Why is $\nabla \times B$ perpendicular to $B$? I'm considering a magnetic field inside a load capacitor where
$$\boldsymbol{\nabla}\times\textbf{B} =\mu_{0} \varepsilon_{0} \frac{\partial\textbf{E}}{\partial t}\\
\textbf{j}_{c}=0.$$
Why is $\boldsymbol{\nabla}\times\textbf{B}$ is perpendicular to $\textbf{B}$?
 A: The condition that the magnetic field and its curl be orthogonal is satisfied, generally, for plane-wave situations where the curl is given simply by $\nabla\times\mathbf B = i\mathbf k\times \mathbf B$, as well as a number of similarly 'nice' geometries, but it is not a general property of electromagnetic fields.
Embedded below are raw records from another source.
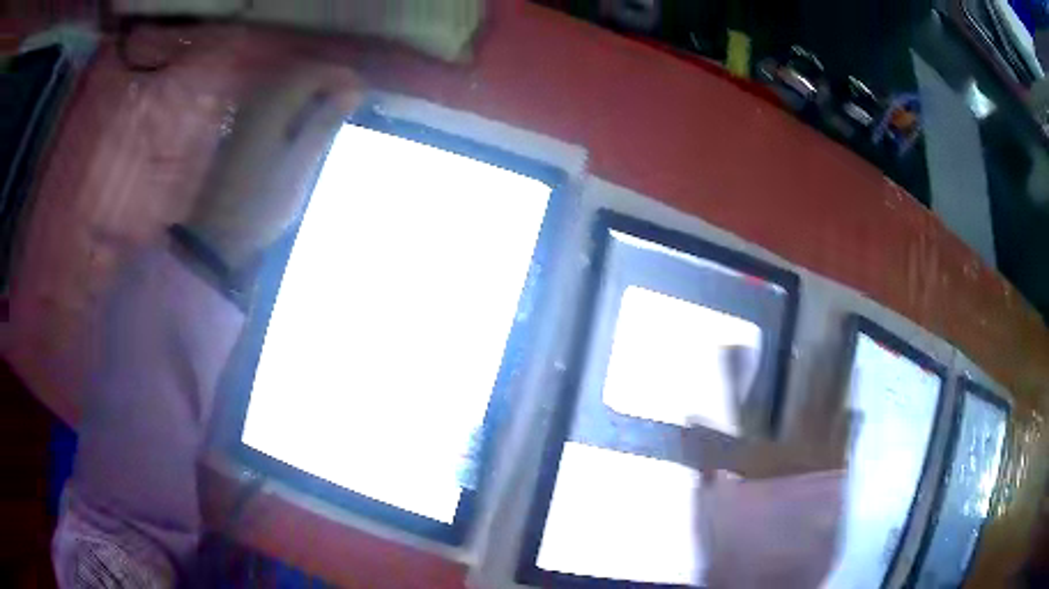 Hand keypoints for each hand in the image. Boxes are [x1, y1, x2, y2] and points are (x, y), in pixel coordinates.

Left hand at [185, 65, 363, 274]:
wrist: (220, 235)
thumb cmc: (263, 201)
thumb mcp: (300, 164)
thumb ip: (324, 124)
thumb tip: (353, 91)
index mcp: (274, 106)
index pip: (313, 73)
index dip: (341, 76)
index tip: (363, 92)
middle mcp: (258, 103)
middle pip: (298, 76)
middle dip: (327, 82)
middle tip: (351, 101)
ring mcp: (246, 117)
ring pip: (285, 90)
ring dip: (311, 94)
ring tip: (332, 111)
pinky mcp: (241, 132)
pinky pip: (274, 104)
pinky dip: (294, 106)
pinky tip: (303, 124)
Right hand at [685, 345, 855, 587]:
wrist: (773, 577)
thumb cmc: (738, 544)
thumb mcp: (710, 508)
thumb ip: (703, 463)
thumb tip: (690, 420)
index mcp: (758, 459)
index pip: (742, 407)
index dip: (737, 375)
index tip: (734, 343)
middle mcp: (793, 452)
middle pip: (801, 401)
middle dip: (810, 368)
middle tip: (819, 336)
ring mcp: (819, 465)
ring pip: (832, 413)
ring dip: (838, 384)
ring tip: (844, 357)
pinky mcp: (836, 481)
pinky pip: (847, 444)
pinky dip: (853, 425)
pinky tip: (858, 408) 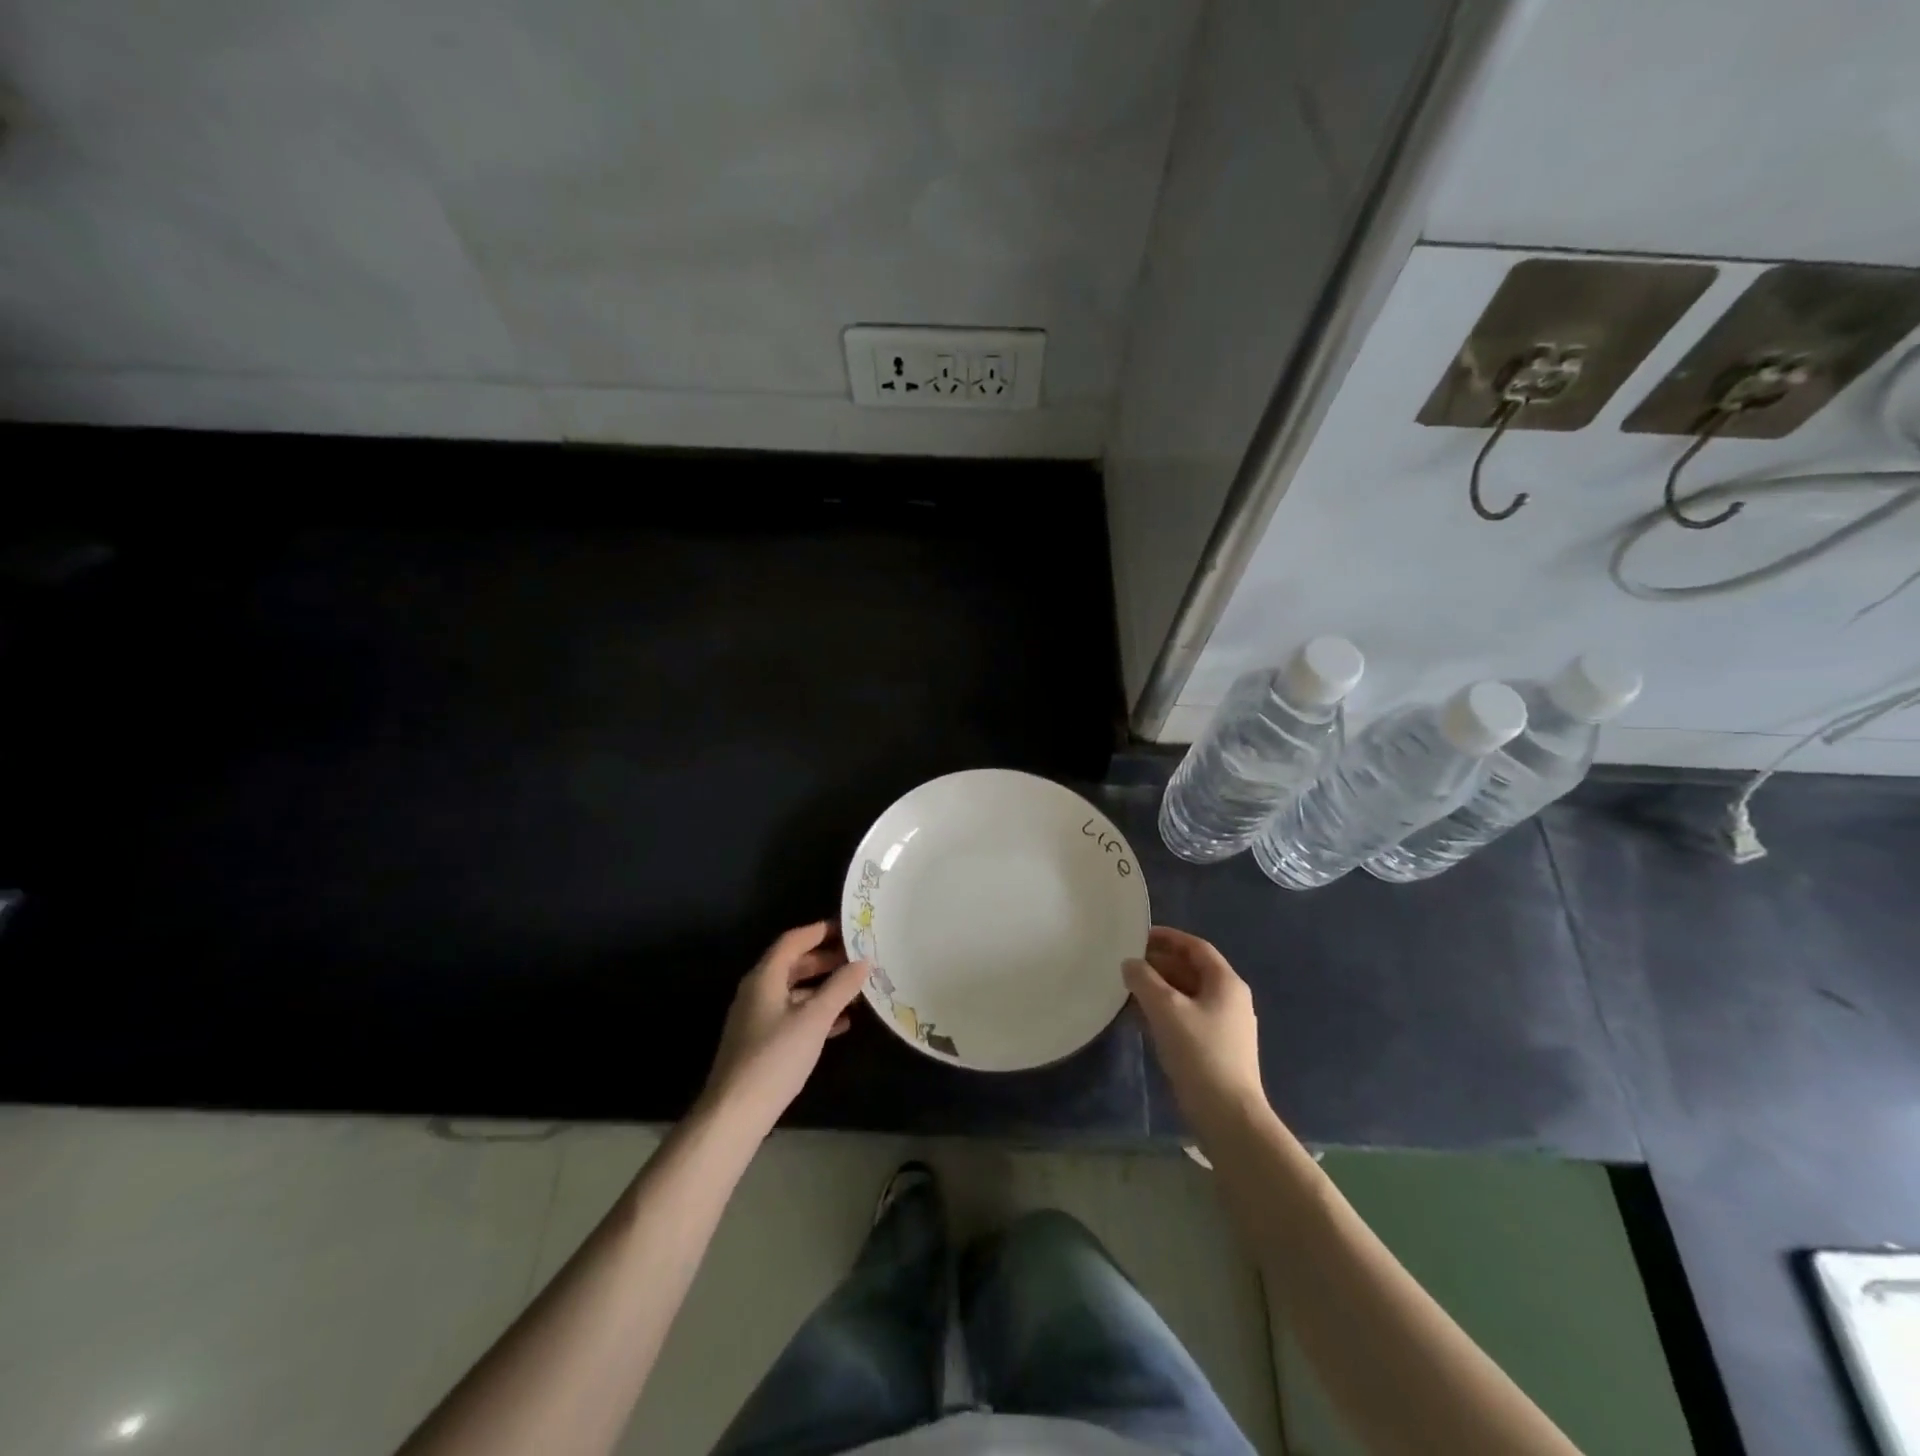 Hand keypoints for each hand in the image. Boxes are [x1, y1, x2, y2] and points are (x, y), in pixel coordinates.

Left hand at [699, 921, 869, 1135]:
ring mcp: (757, 1017)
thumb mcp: (814, 1019)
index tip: (849, 928)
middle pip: (794, 964)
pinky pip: (792, 1014)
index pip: (793, 941)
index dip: (820, 931)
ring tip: (856, 990)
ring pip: (794, 991)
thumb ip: (840, 987)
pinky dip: (815, 1012)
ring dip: (823, 988)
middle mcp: (757, 991)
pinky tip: (840, 1024)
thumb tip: (863, 961)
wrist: (735, 1113)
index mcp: (765, 977)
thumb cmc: (775, 1057)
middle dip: (826, 960)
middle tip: (858, 958)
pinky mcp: (760, 1042)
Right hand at [1125, 926, 1265, 1138]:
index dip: (1168, 938)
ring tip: (1127, 991)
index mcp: (1225, 983)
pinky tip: (1139, 1020)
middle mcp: (1229, 999)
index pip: (1196, 947)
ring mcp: (1224, 1026)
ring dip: (1158, 990)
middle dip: (1158, 965)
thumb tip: (1130, 963)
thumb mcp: (1166, 1009)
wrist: (1228, 1115)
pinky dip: (1164, 1013)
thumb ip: (1144, 980)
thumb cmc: (1199, 1052)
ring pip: (1186, 996)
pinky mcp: (1215, 1049)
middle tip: (1127, 965)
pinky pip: (1186, 1018)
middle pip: (1191, 970)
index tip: (1138, 936) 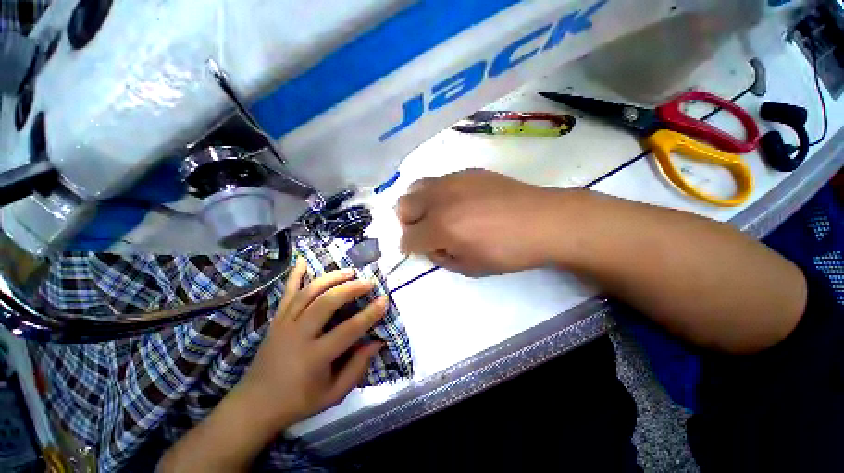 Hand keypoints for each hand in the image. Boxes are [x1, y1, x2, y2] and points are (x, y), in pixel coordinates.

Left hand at [236, 257, 387, 428]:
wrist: (254, 406)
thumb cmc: (298, 402)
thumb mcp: (333, 394)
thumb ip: (357, 368)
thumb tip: (378, 341)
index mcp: (314, 358)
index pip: (348, 330)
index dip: (370, 314)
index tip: (384, 299)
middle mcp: (298, 336)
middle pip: (326, 303)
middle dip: (351, 288)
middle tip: (368, 282)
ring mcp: (284, 325)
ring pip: (309, 293)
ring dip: (331, 278)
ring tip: (349, 271)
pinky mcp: (275, 320)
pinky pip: (287, 293)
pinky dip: (294, 275)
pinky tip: (303, 261)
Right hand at [397, 169, 568, 276]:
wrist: (543, 221)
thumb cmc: (508, 252)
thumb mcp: (470, 268)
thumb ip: (441, 258)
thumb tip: (430, 246)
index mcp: (441, 228)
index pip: (408, 238)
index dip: (409, 247)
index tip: (417, 249)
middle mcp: (440, 200)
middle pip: (403, 206)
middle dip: (408, 223)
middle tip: (425, 231)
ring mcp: (453, 181)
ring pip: (416, 187)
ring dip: (419, 204)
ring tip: (437, 214)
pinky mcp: (466, 172)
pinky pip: (438, 180)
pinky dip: (437, 194)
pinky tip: (457, 202)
In the specific case you refer to ─ the magnetic field induced by the displacement current inside a charging capacitor ─ is a bit tricky because what you have is a differential equation for $\mathbf B$,
$$
\nabla\times\mathbf{B} =\mu_{0} \varepsilon_{0} \frac{\partial\mathbf{E}}{\partial t},
\tag1
$$
where the source $\frac{\partial\mathbf{E}}{\partial t}$ is assumed to be known and homogeneous over space (possibly with some time dependence), and this differential equation does not have unique solutions. This means that we must put in additional constraints to mold it to our needs: we normally choose the solution
$$
\mathbf B = (Cy,-Cx,0)
$$
for $C$ a constant and with $\frac{\partial\mathbf{E}}{\partial t}$ along $z$, because it's the most useful one (but note that it has an unphysical dependence on the origin!). However, the magnetic field
$$
\mathbf B = (Cy,-Cx,B_0)
$$
is also a solution of $(1)$, and it no longer satisfies $\mathbf B \cdot(\nabla\times\mathbf B)=0$, so the property is not inherent to the statement of Ampère's law ─ it comes from the external conditions we impose on the problem. In other words, in that problem $\mathbf B \cdot(\nabla\times\mathbf B)=0$ because we want it to.